Risks for Russian-Ukrainian economic relations (by Ambassador Yakovenko)

There has been much speculation lately about the reasons for Russia’s negative stance on the Association Agreement between the European Union and Ukraine. Much has been said about politics, but not enough on the economics of the matter. Still, Russia sees the implementation of the Agreement as a source of considerable, tangible and immediate risks to its market, something that should be discussed by all sides involved, instead of rush into implementation. Listed below are some of the specific possible effects, covering areas of tariffs, customs control, technical regulations, sanitary and phytosanitary measures.

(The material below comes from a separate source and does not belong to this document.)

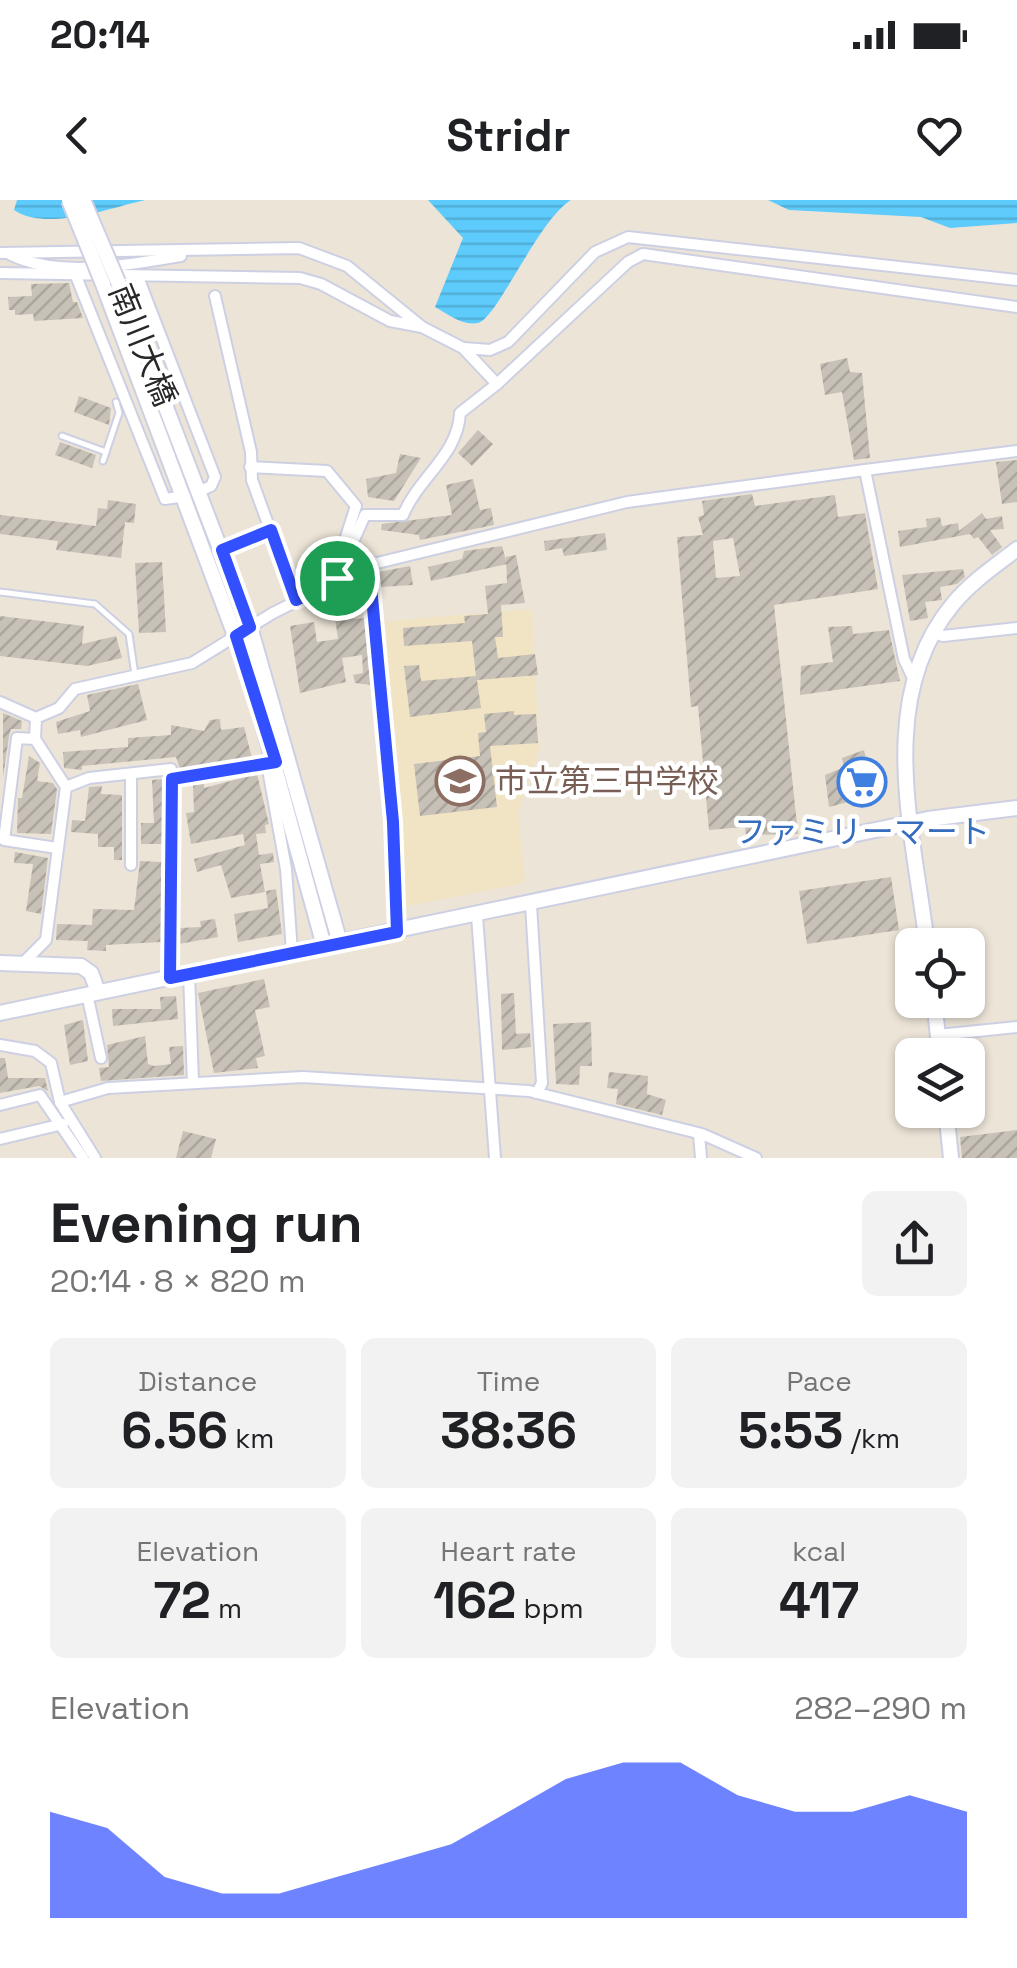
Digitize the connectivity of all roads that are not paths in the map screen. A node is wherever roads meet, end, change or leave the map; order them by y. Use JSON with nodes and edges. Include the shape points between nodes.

The Agreement stipulates that 80% of export tariffs are to be cancelled or lowered right away and further 15% - within 5 years. As a result we expect the Ukrainian market to be saturated with European goods and components quite quickly, which can lead to Russian goods being displaced from Ukraine and EU. At the same time some Ukrainian goods, including metal products, glass, certain types of equipment, farm produce, consumer goods, pharmaceuticals, etc., can be forced out to the Eurasian Economic Union (Belarus, Kazakhstan and Russia, EEU). There is also a risk that Ukraine will be used as a low-cost transit channel for European goods, for example used cars or rolling stock, bypassing the agreed tariff schedule.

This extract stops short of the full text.